Not being able to do your work

But there is a one-liner that may fix it more efficiently without needing to download everything again:



git fsck --lost-found | grep missing | awk '{print $3}' | xargs git fetch-pack <the origin repo URI>


Here goes: The error ocurrs because some objects (internal git objects: files, diffs, commits, blobs) were lost between your local repo and your upstream (aka: origin) repo. This is something beyond that git fetch or git pull can fix on it’s own so we’ll need to wield some not-so-much known git commands to be able to fix them:

$ man git fsck

GIT-FSCK(1) Git Manual GIT-FSCK(1)

       git-fsck - Verifies the connectivity and validity of the objects in the database

       git fsck [--tags] [--root] [--unreachable] [--cache] [--no-reflogs]
                [--[no-]full] [--strict] [--verbose] [--lost-found]
                [--[no-]dangling] [--[no-]progress] [--connectivity-only]
                [--[no-]name-objects] [<object>...]

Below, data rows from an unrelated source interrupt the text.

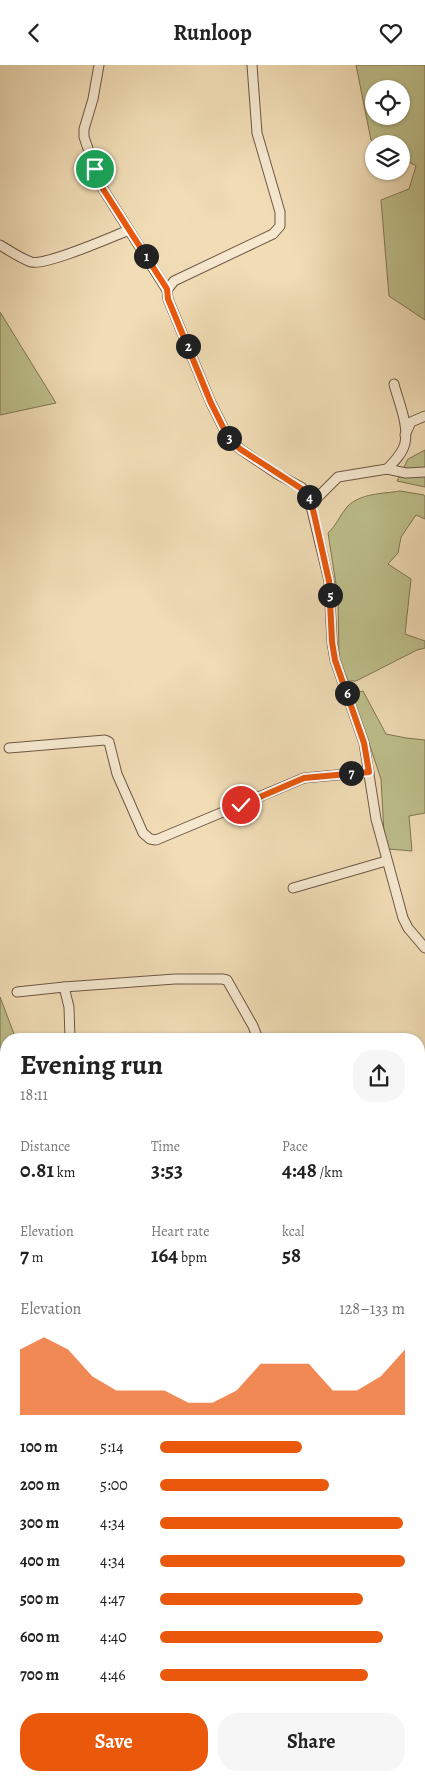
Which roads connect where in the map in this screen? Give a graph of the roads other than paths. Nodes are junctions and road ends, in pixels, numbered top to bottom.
1 (99, 65) edge
2 (252, 65) edge
3 (129, 230) junction
4 (0, 245) edge
5 (167, 289) junction
6 (394, 384) dead end
7 (425, 416) edge
8 (405, 435) junction
9 (387, 469) junction
10 (425, 472) edge
11 (311, 504) junction
12 (9, 748) dead end
13 (369, 772) junction
14 (386, 861) junction
15 (293, 887) dead end
16 (425, 949) edge
17 (64, 987) junction
18 (17, 991) dead end
19 (71, 1033) edge
20 (256, 1033) edge

1 - 3 street
2 - 5 street
3 - 4 street
3 - 5 street
5 - 11 street
6 - 8 street
7 - 8 street
8 - 9 street
9 - 10 street
9 - 11 street
11 - 13 street
12 - 13 street
13 - 14 street
14 - 15 street
14 - 16 street
17 - 18 street
17 - 19 street
17 - 20 street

       Verifies the connectivity and validity of the objects in the database.
  • git fsck --lost-found in a fashion very much like chkdsk in windows world and it’s linux counterpart fsck, it checks the repo database of objects for something wrong with objects, if they’re linking with each other correctly and such things (remember git stores only the changes about a file after it is added to the repo, so it needs to know the changes of it across commits to recreate it in the workdir of the repo). In the one-liner, it’s function is to return the objects that are missing so we can pull them from the upstream repo.
  • grep missing is there to filter out the unwanted output from the first command so we only get the lines that have the missing object ids
  • awk '{print $3}' remove other strings than the object id itself to be able to pass them as arguments to the final command. awk is usually installed with your distro but if it’s not you can easlly install it from your package manager of choice.
  • xargs git fetch-pack <the origin repo URI>: Now, here things goes wild: first, xargs receives a list of newline-separated (\n) strings and appends them as arguments to the following command:
$ man git fetch-pack


       git-fetch-pack - Receive missing objects from another repository

       git fetch-pack [--all] [--quiet|-q] [--keep|-k] [--thin] [--include-tag]
               [--depth=<n>] [--no-progress]
               [-v] <repository> [<refs>...]

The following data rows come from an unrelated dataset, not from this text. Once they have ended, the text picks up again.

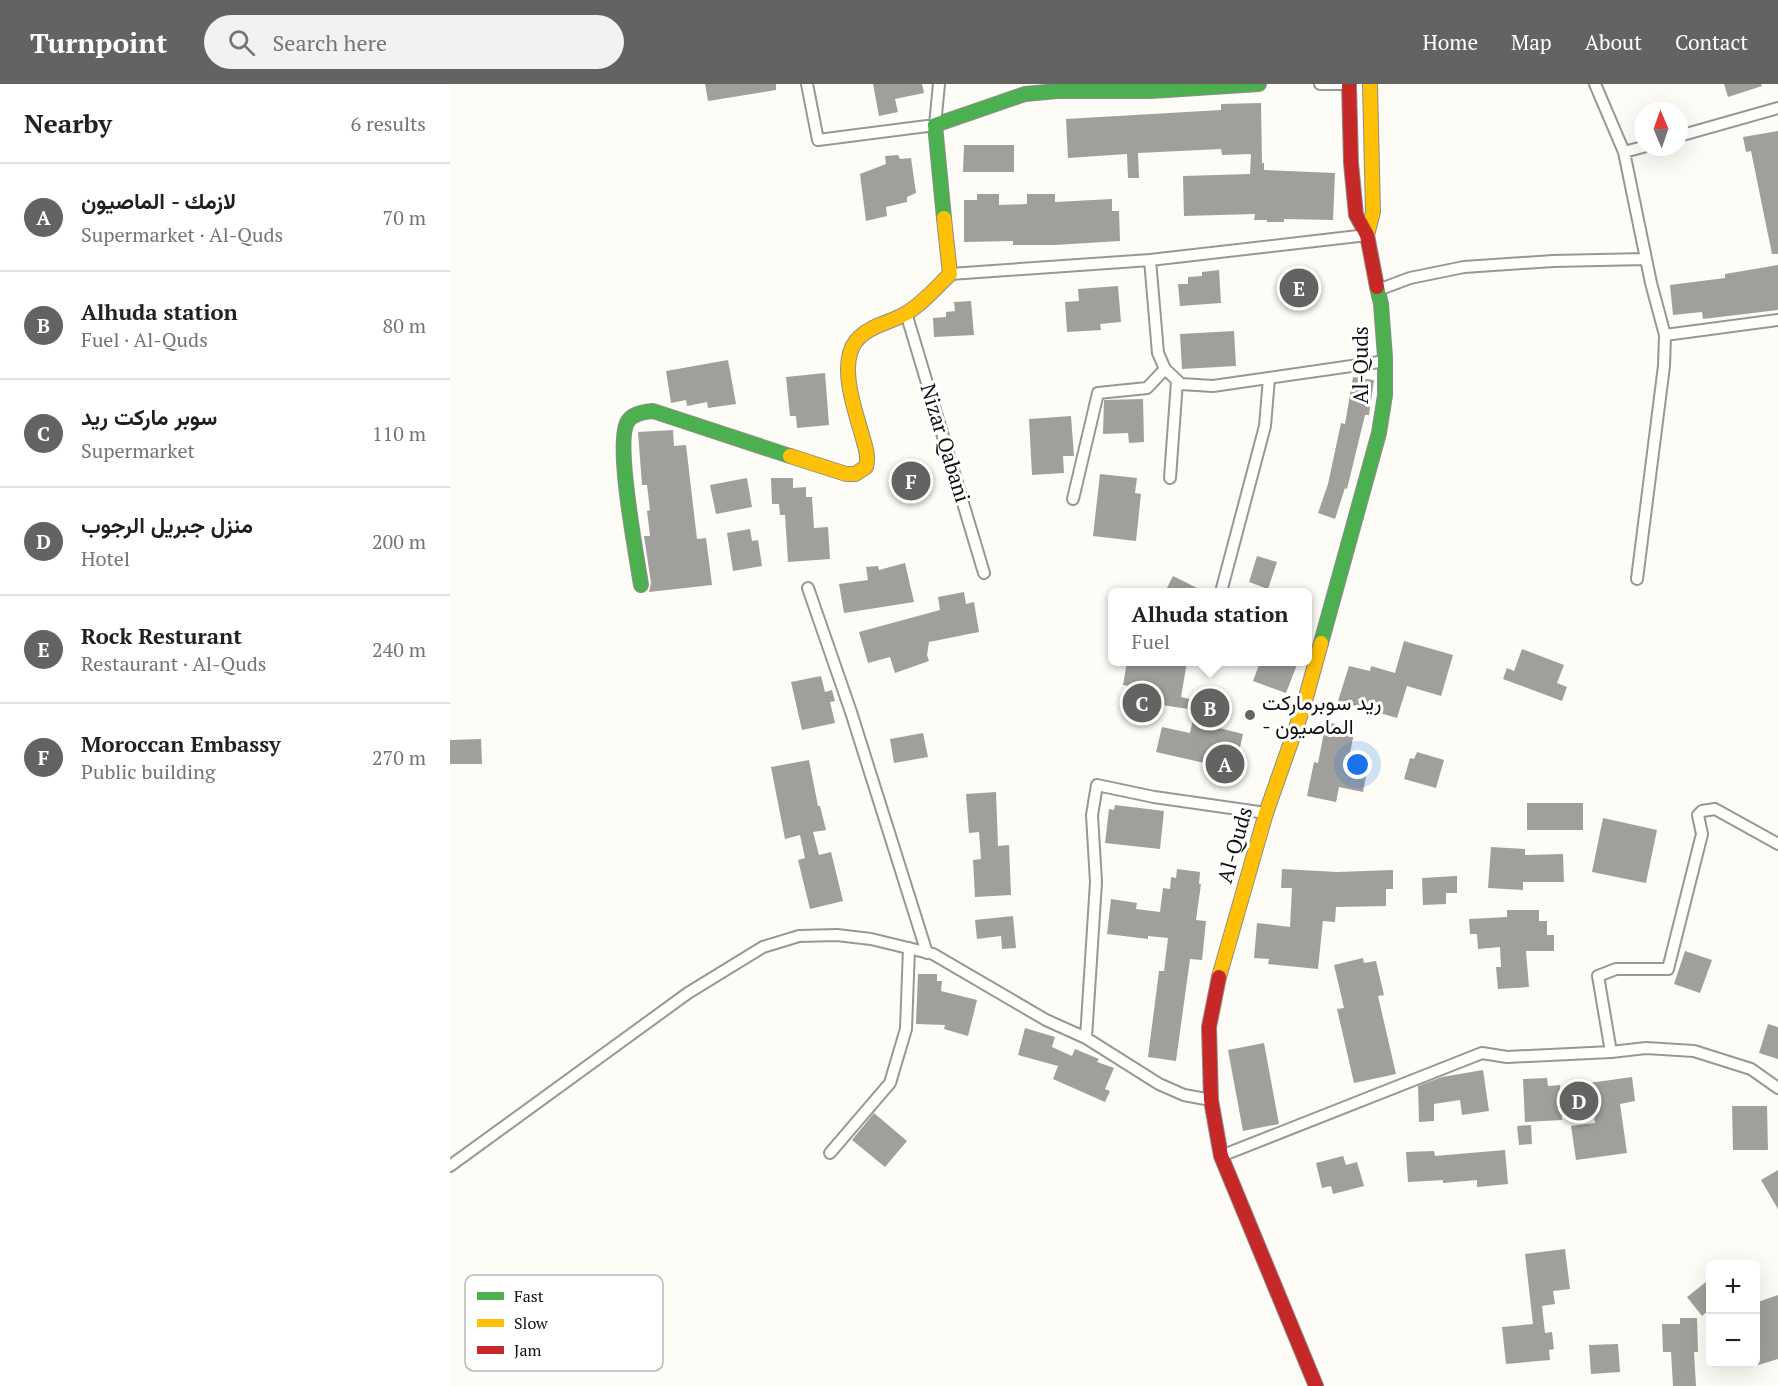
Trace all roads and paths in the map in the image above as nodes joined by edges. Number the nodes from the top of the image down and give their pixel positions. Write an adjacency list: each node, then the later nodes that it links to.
1 (807, 84): 9 (street)
2 (939, 84): 9 (street)
3 (1259, 84): 9 (street)
4 (1320, 84): 5 (street)
5 (1349, 84): 13 (street, Al-Quds)
6 (1370, 84): 13 (street, Al-Quds)
7 (1595, 84): 12 (street)
8 (1778, 108): 10 (street)
9 (935, 125): 16 (street)
10 (1688, 133)
11 (1634, 149): 12 (street)
12 (1624, 152): 14 (street)
13 (1367, 235): 15 (street); 17 (street, Al-Quds)
14 (1646, 259): 17 (street); 20 (street)
15 (1150, 260): 16 (street); 22 (street)
16 (950, 274): 18 (street)
17 (1378, 290): 21 (street, Al-Quds)
18 (906, 313): 27 (street, Nizar Qabani); 29 (street)
19 (1778, 321): 20 (street)
20 (1665, 335): 28 (street)
21 (1386, 361): 23 (street); 32 (street, Al-Quds)
22 (1165, 369): 24 (street); 26 (street)
23 (1269, 378): 24 (street); 31 (street)
24 (1177, 381): 25 (street)
25 (1170, 478)
26 (1073, 499)
27 (984, 573)
28 (1637, 579)
29 (641, 585)
30 (808, 588): 35 (street)
31 (1222, 588)
32 (1266, 813): 36 (street); 39 (street, Al-Quds)
33 (1778, 844): 37 (street)
34 (909, 948): 35 (street); 40 (street); 42 (street)
35 (927, 953): 36 (street)
36 (1086, 1038): 39 (street)
37 (1611, 1052): 38 (street); 41 (street)
38 (1778, 1088)
39 (1211, 1100): 41 (street, Al-Quds)
40 (830, 1153)
41 (1221, 1156): 43 (street, Al-Quds)
42 (450, 1166)
43 (1316, 1386)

       Usually you would want to use git fetch, which is a higher level wrapper of this command, instead.

       Invokes git-upload-pack on a possibly remote repository and asks it to send objects missing from this repository, to update the named heads. The list of commits available
       locally is found out by scanning the local refs/ hierarchy and sent to git-upload-pack running on the other end.

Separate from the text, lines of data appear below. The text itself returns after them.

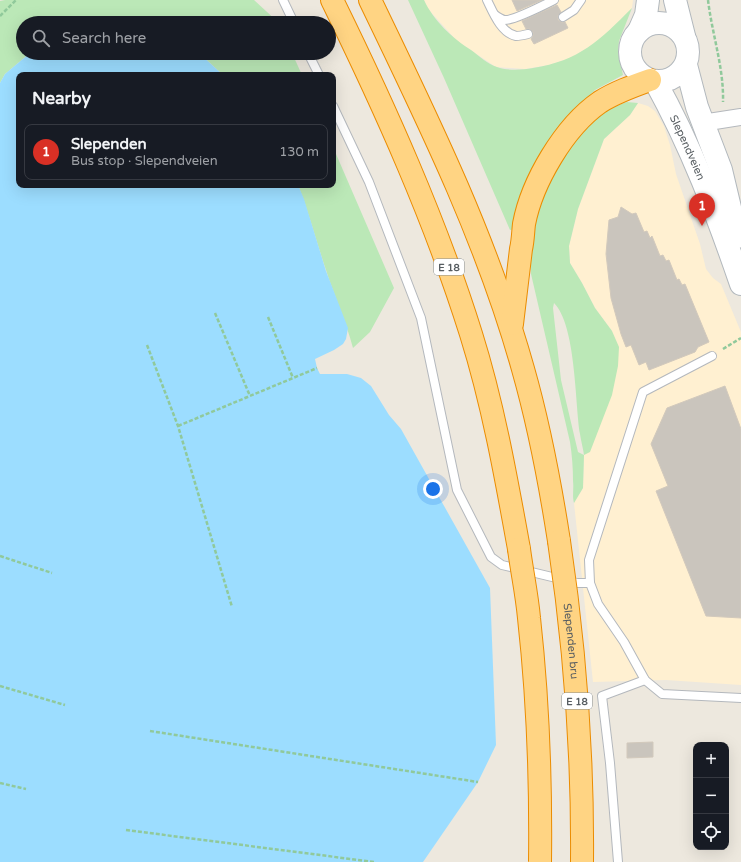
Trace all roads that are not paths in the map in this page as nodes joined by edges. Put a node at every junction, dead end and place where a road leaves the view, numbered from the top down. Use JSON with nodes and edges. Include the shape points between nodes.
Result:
{"nodes":[{"id":1,"x":284,"y":0,"type":"edge"},
{"id":2,"x":332,"y":0,"type":"edge"},
{"id":3,"x":370,"y":0,"type":"edge"},
{"id":4,"x":487,"y":0,"type":"edge"},
{"id":5,"x":554,"y":0,"type":"edge"},
{"id":6,"x":581,"y":0,"type":"edge"},
{"id":7,"x":648,"y":0,"type":"edge"},
{"id":8,"x":675,"y":0,"type":"edge"},
{"id":9,"x":495,"y":15,"type":"junction"},
{"id":10,"x":291,"y":16,"type":"edge"},
{"id":11,"x":563,"y":17,"type":"dead end"},
{"id":12,"x":639,"y":31,"type":"junction"},
{"id":13,"x":528,"y":34,"type":"dead end"},
{"id":14,"x":684,"y":36,"type":"junction"},
{"id":15,"x":312,"y":60,"type":"edge"},
{"id":16,"x":686,"y":65,"type":"junction"},
{"id":17,"x":318,"y":72,"type":"edge"},
{"id":18,"x":653,"y":80,"type":"junction"},
{"id":19,"x":336,"y":112,"type":"edge"},
{"id":20,"x":741,"y":117,"type":"edge"},
{"id":21,"x":702,"y":123,"type":"junction"},
{"id":22,"x":741,"y":252,"type":"edge"},
{"id":23,"x":741,"y":284,"type":"edge"},
{"id":24,"x":511,"y":331,"type":"junction"},
{"id":25,"x":712,"y":356,"type":"road end"},
{"id":26,"x":590,"y":583,"type":"junction"},
{"id":27,"x":645,"y":680,"type":"junction"},
{"id":28,"x":741,"y":698,"type":"edge"},
{"id":29,"x":540,"y":862,"type":"edge"},
{"id":30,"x":582,"y":862,"type":"edge"},
{"id":31,"x":618,"y":862,"type":"edge"}],
"edges":[{"from":1,"to":10,"type":"lane"},
{"from":2,"to":29,"type":"highway","number":"E 18","bridge":true,"via":[[434,228],[472,335],[495,421],[529,617],[539,762]]},
{"from":3,"to":24,"type":"highway","number":"E 18","via":[[470,215]]},
{"from":4,"to":9,"type":"lane"},
{"from":5,"to":9,"type":"lane","via":[[508,20]]},
{"from":6,"to":11,"type":"lane","via":[[574,10]]},
{"from":7,"to":12,"type":"main road","via":[[646,15]]},
{"from":8,"to":14,"type":"main road"},
{"from":9,"to":13,"type":"lane","via":[[503,29],[511,34]]},
{"from":12,"to":14,"type":"main road","via":[[657,23],[667,24],[677,28]]},
{"from":12,"to":18,"type":"main road","via":[[630,49],[631,59],[641,75]]},
{"from":14,"to":16,"type":"main road","via":[[688,45]]},
{"from":15,"to":17,"type":"lane"},
{"from":16,"to":18,"type":"main road","via":[[676,76],[661,81]]},
{"from":16,"to":21,"type":"main road","name":"Slependveien"},
{"from":18,"to":23,"type":"main road","name":"Slependveien","via":[[670,107],[696,163]]},
{"from":18,"to":24,"type":"highway","number":"E 18","via":[[615,93],[587,112],[566,137],[544,171],[524,224]]},
{"from":19,"to":26,"type":"lane","via":[[369,182],[421,318],[457,490],[491,557],[502,565],[577,583]]},
{"from":20,"to":21,"type":"street"},
{"from":21,"to":22,"type":"main road","name":"Slependveien","via":[[721,170]]},
{"from":24,"to":30,"type":"highway","name":"Slependen bru","number":"E 18","bridge":true,"via":[[540,435],[560,541],[576,685]]},
{"from":25,"to":26,"type":"lane","via":[[643,392],[590,560]]},
{"from":26,"to":27,"type":"lane","via":[[598,604],[624,642]]},
{"from":27,"to":28,"type":"lane","via":[[662,694]]},
{"from":27,"to":31,"type":"lane","via":[[602,696]]}]}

       This command degenerates to download everything to complete the asked refs from the remote side when the local side does not have a common ancestor commit.

It does the heavy lifting of going to the specified repo URL and asks for the missnig objects that we want to download. You’ll need to specify the URL because this is a more low level command that the more-usually-used git fetch uses to do it’s work. So as for example:

git fetch-pack [email protected]:reinaldorauch/ 

Will download the entire tree of missing objects from the specified repo to our own. But we will pass as arguments the object ids that we want so it will limit it’s search to only objects that lead to them.

And bam! If we run the git gc command to make git do the housekeeping stuff in our repo and keep it tidy or run another git fetch, them will not report the fatal: bad tree object error again because now they will be in your local repo copied from the source repo!

If you got down here, thanks a lot for your time!